North has indicated that he will seek to run in the special election that Governor Fletcher has scheduled for January 1, only five months from now. Despite the district’s lean towards the Liberty Party, North could possibly face competition for the seat. Tanner Qualiski, the former Civic lieutenant governor of District 11, has already declared his candidacy for the seat, and the Labor Party has declined to field a candidate in response. The Centre Party announced that they will have a contested primary for their party nomination, and the Conservatives appear to be looking towards running former LG Carl Parsons for the seat in an attempt to gain their first seat in the Senate. Given that this is a special election with irregular timing, the increased attention to the election, and the fact that three former lieutenant governors are likely to face off against each other for the seat, we are calling this a Tilt Liberty election at the moment. North has the advantage of incumbency and favorable numbers, but District 11 has had strange political tides occur over the years. It wouldn’t be surprising if Carl Parsons made this competitive, considering that he was only swept out due to an anti-Conservative wave.

In addition, Fletcher nominated a new lieutenant governor to replace North. Grant Barrett, who currently serves as the district’s land commissioner, will replace North as lieutenant governor.

Perry confirmed for Commerce; Debroff confirmed for International Trade

The Senate confirmed the President’s two newest Cabinet picks today in relatively-uncontentious votes.

Allan Perry was sworn in by President Peeta Mellark as the new Secretary of the Department of Commerce, while Michael Debroff was sworn in as the new Secretary of International Trade. The two resigned their previous positions by letter that took effect upon their inauguration as members of the Cabinet.
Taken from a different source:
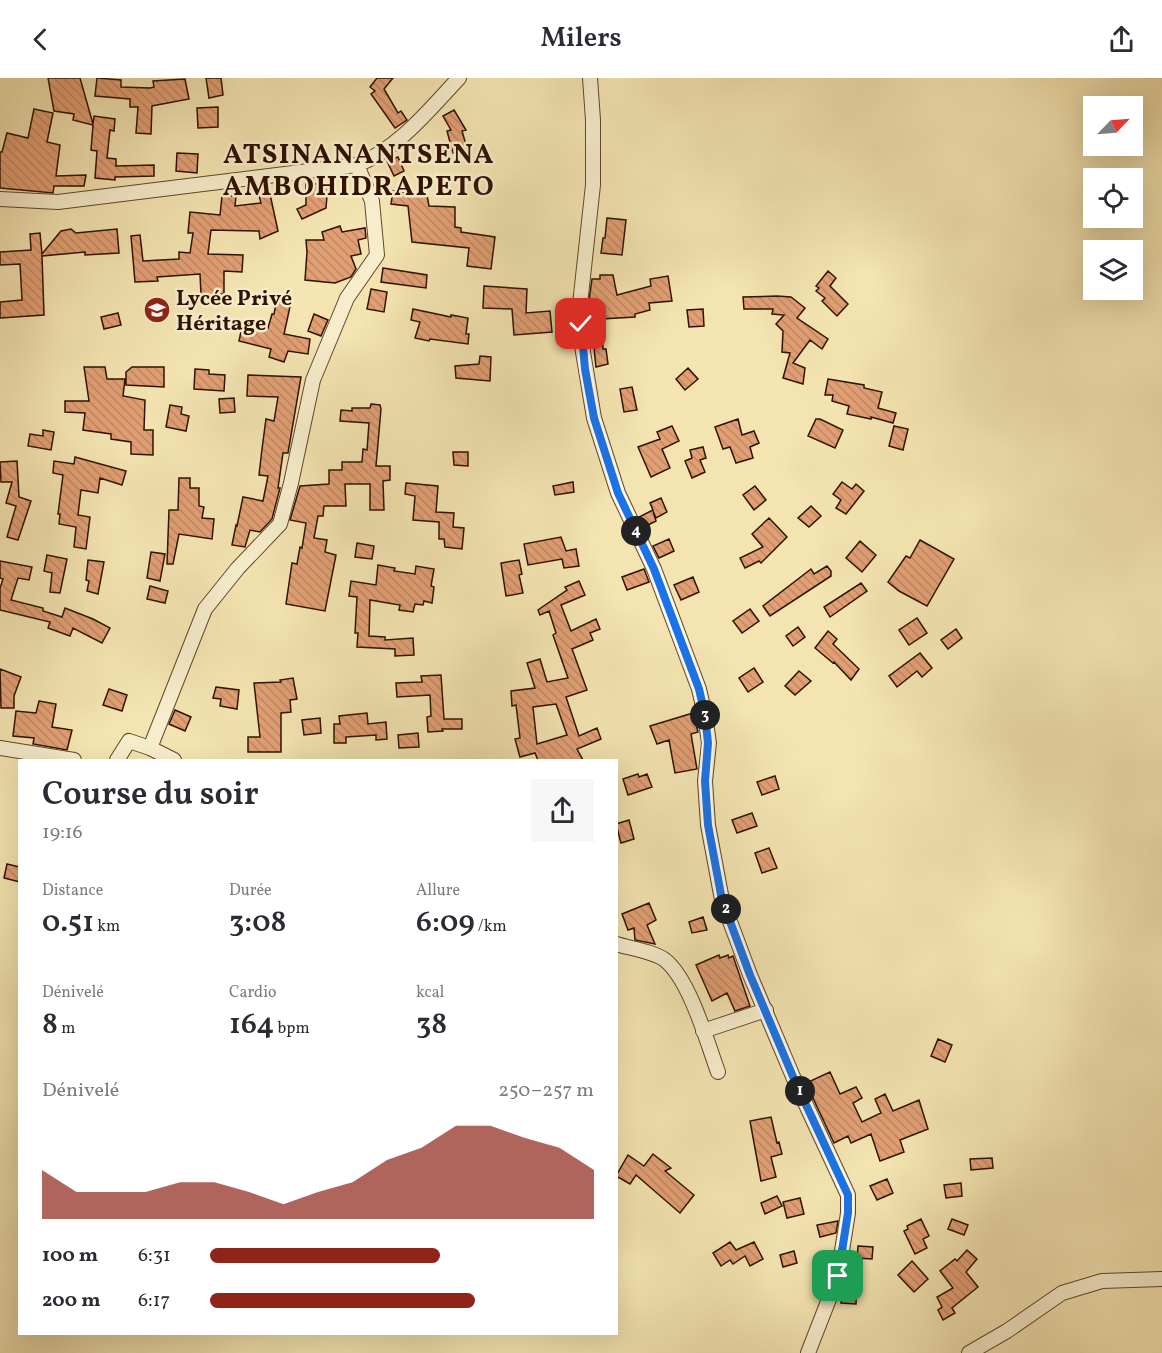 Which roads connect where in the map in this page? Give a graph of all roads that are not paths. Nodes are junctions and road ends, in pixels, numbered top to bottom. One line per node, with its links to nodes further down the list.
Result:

The ascension of the two to the Cabinet may not have major ideological changes for their respective departments, but it will have a major ripple effect throughout Panem politics. Perry’s resignation as governor of District 13 makes Lieutenant Governor Callista Abbott the new governor of the district, the third such ascension since the last elections. However, Debroff’s resignation brings much more of an effect than that of Perry’s. Debroff’s resignation causes its first effects in District 11, where Governor Vance Fletcher will name Debroff’s replacement. Fletcher can name pretty much anyone he wants; that person, however, will either be a placeholder or run in the special election that will follow. Fletcher could even theoretically name himself to the position, causing yet another ascension to a governorship for D11’s lieutenant governor, Wesley North. Furthermore, Debroff’s resignation has triggered a leadership election in the Senate, which may be potentially contentious. Wendy Oppenheim, the senior senator from DIstrict 13, has made it clear to her colleagues that she plans to run for majority leader; nonetheless, Wesley Benson, the senior senator from the Capitol who was only elected three years ago, is also mulling his own run for the spot. It is uncertain what would happen in the upper chamber if the two duked it out as Debroff has served as majority leader for as long as political parties have existed in Panem, providing no precedent for a leadership election.